The aim is to encourage more households to invest their savings into the UK stock market.
Nicholas Hyett, investment manager, Wealth Club, said the ISA reform was “all bark and no bite”.
“There’s a certain logic to ISA reform. Anyone who hits the maximum £20,000 cash ISA allowance year-after-year should really be thinking about investing some of that in the stock market,” he said.
“However, the reality is that this policy needn’t affect your savings decisions at all. Money market and other short dated fixed income funds available in a stocks & shares ISA mean investors can effectively hold cash within a stocks & shares wrapper.
“On the plus side this means investors really don’t need to worry too much about this ISA reform – though banks may find the fall in cheap deposits more problematic.
“It’s less good news for the Chancellor though. The reform was designed to encourage investment in UK-listed companies, but she may find that she has positioned herself against the UK’s army of committed savers and not achieved much at all.”
Salary sacrifices capped
New limits on how much employees can stash in salary sacrifice schemes before it becomes subject to National Insurance will reduce how much people put away in things like pension pots.
“This cap throws a spanner into the works of private sector pensions, where salary sacrifice is a crucial and valued feature of workplace schemes. At £4.7 billion, the tax take is greater than expected and means the impact of this policy on pensions, pay or businesses – or all three – could be severe,” said Gary Smith, senior partner and retirement specialist, Evelyn Partners.
“Restricting salary sacrifice is a tax penalty on people trying to the right thing by saving efficiently for their own retirement and it’s yet another National Insurance cost increase imposed on firms, which may result in reduced pay and pension benefits for private sector employees. Some employers who currently pay more than the auto-enrolment minimum on behalf of their employees will be inclined to reduce their contribution rates or other employee benefits to adjust for these changes.
“Under the current minimum auto-enrolment scheme percentage contribution rates, someone earning less than £40,000 a year will not be affected by these changes. For those who earn more, it will depend on how firms react and how they manage their pension systems. It could be that many white-collar workers will just see their monthly NI bill go up and take-home pay go down if they study their payslip.
“But one thing this salary sacrifice crackdown won’t do is earn the Chancellor a backlash from the public sector, as a raid on tax-free cash would have done. It is politically convenient that public sector schemes do not generally operate on a salary sacrifice basis but rather operate as ‘net pay arrangements’.

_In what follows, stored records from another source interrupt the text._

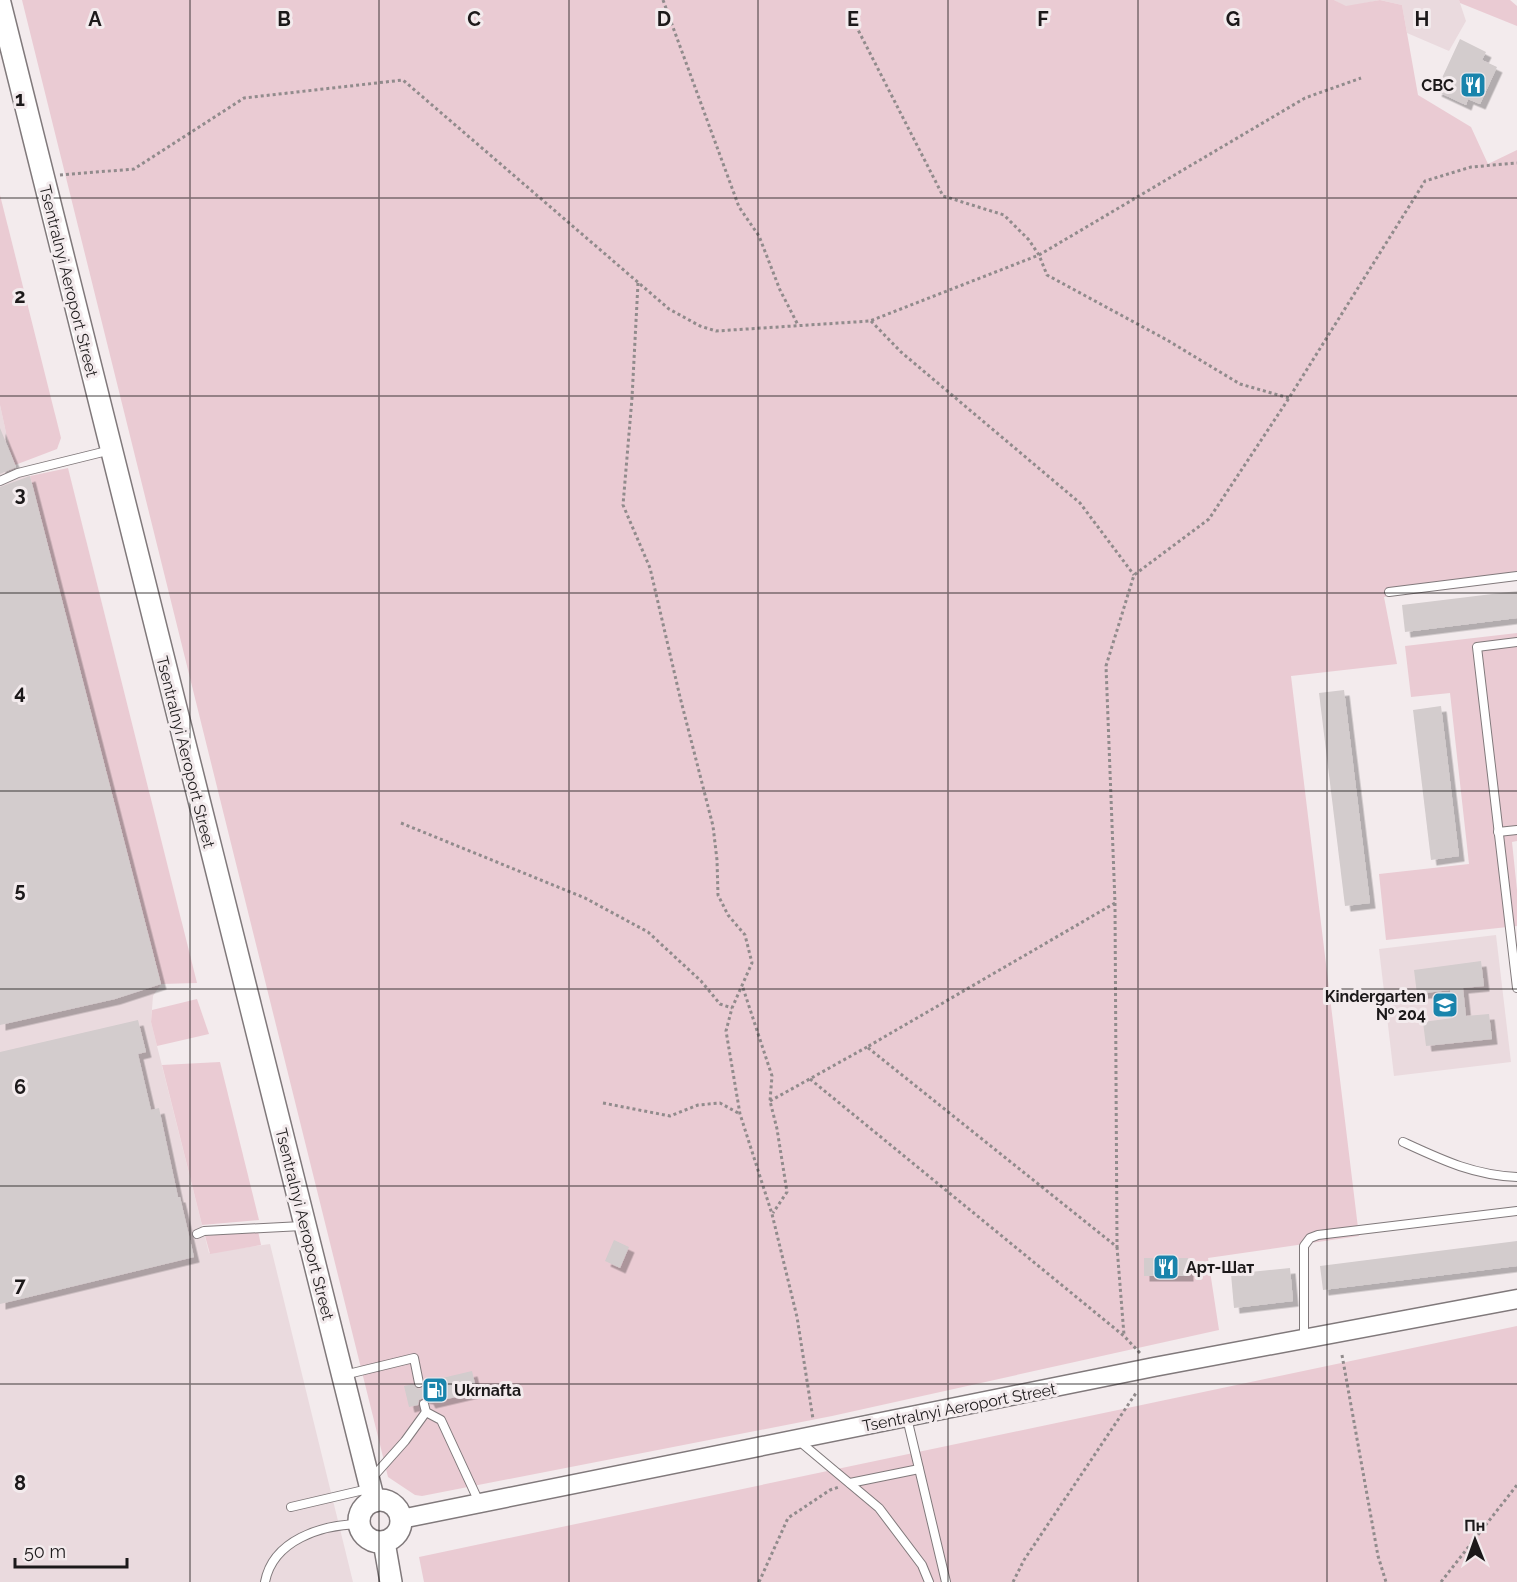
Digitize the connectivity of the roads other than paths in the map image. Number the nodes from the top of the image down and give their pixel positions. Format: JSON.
{"nodes":[{"id":1,"x":0,"y":3,"type":"edge"},
{"id":2,"x":111,"y":450,"type":"junction"},
{"id":3,"x":0,"y":481,"type":"edge"},
{"id":4,"x":1517,"y":576,"type":"edge"},
{"id":5,"x":1389,"y":592,"type":"dead end"},
{"id":6,"x":1517,"y":642,"type":"edge"},
{"id":7,"x":1517,"y":830,"type":"edge"},
{"id":8,"x":1498,"y":832,"type":"junction"},
{"id":9,"x":1517,"y":988,"type":"edge"},
{"id":10,"x":1403,"y":1142,"type":"dead end"},
{"id":11,"x":1517,"y":1177,"type":"edge"},
{"id":12,"x":1517,"y":1211,"type":"edge"},
{"id":13,"x":305,"y":1226,"type":"junction"},
{"id":14,"x":197,"y":1234,"type":"dead end"},
{"id":15,"x":1517,"y":1299,"type":"edge"},
{"id":16,"x":1304,"y":1339,"type":"junction"},
{"id":17,"x":343,"y":1376,"type":"junction"},
{"id":18,"x":419,"y":1383,"type":"dead end"},
{"id":19,"x":908,"y":1418,"type":"junction"},
{"id":20,"x":807,"y":1438,"type":"junction"},
{"id":21,"x":919,"y":1469,"type":"junction"},
{"id":22,"x":850,"y":1484,"type":"junction"},
{"id":23,"x":372,"y":1490,"type":"junction"},
{"id":24,"x":479,"y":1504,"type":"junction"},
{"id":25,"x":291,"y":1507,"type":"dead end"},
{"id":26,"x":401,"y":1519,"type":"junction"},
{"id":27,"x":359,"y":1524,"type":"junction"},
{"id":28,"x":384,"y":1542,"type":"junction"},
{"id":29,"x":265,"y":1582,"type":"edge"},
{"id":30,"x":391,"y":1582,"type":"edge"},
{"id":31,"x":929,"y":1582,"type":"edge"},
{"id":32,"x":946,"y":1582,"type":"edge"}],
"edges":[{"from":1,"to":2,"type":"main road","name":"Tsentralnyi Aeroport Street"},
{"from":2,"to":3,"type":"lane"},
{"from":2,"to":13,"type":"main road","name":"Tsentralnyi Aeroport Street"},
{"from":4,"to":5,"type":"lane"},
{"from":6,"to":8,"type":"lane"},
{"from":7,"to":8,"type":"lane"},
{"from":8,"to":9,"type":"lane"},
{"from":10,"to":11,"type":"lane"},
{"from":12,"to":16,"type":"lane"},
{"from":13,"to":14,"type":"lane"},
{"from":13,"to":17,"type":"main road","name":"Tsentralnyi Aeroport Street"},
{"from":15,"to":16,"type":"street","name":"Tsentralnyi Aeroport Street"},
{"from":16,"to":19,"type":"street","name":"Tsentralnyi Aeroport Street"},
{"from":17,"to":18,"type":"lane"},
{"from":17,"to":23,"type":"main road","name":"Tsentralnyi Aeroport Street"},
{"from":19,"to":20,"type":"street","name":"Tsentralnyi Aeroport Street"},
{"from":19,"to":21,"type":"lane"},
{"from":20,"to":22,"type":"lane"},
{"from":20,"to":24,"type":"street","name":"Tsentralnyi Aeroport Street"},
{"from":21,"to":22,"type":"lane"},
{"from":21,"to":32,"type":"lane"},
{"from":22,"to":31,"type":"lane"},
{"from":23,"to":24,"type":"lane"},
{"from":23,"to":25,"type":"lane"},
{"from":23,"to":26,"type":"main road"},
{"from":23,"to":27,"type":"main road"},
{"from":24,"to":26,"type":"street","name":"Tsentralnyi Aeroport Street"},
{"from":26,"to":28,"type":"main road"},
{"from":27,"to":28,"type":"main road"},
{"from":27,"to":29,"type":"lane"},
{"from":28,"to":30,"type":"main road"}]}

“A cap on employee salary sacrifice for pension contributions should therefore have little impact on the public sector, including all of the civil service and government-backed schemes, which will save this Government another run-in with the unions and vested public sector interests.
“However, the upshot is that it will put a further wedge in the growing divide between private and public sector pensions. Restricting this sensible tax benefit that makes private sector saving more attractive adds insult to injury in a two-tier pension system where public sector pensions, underwritten by taxpayers, are hugely more generous and reliable than those available in the private sector.”
Electric vehicles
A 3p per mile tax for electric vehicles will seek to protect government revenues as people shift from petrol and diesel to EVs.
Rising pensions
Reaffirming its commitment to the triple lock on state pensions, Labour is increasing the basic state pension by 4.8% – £440 per year. Increases to the new state pension will be above £500 per year.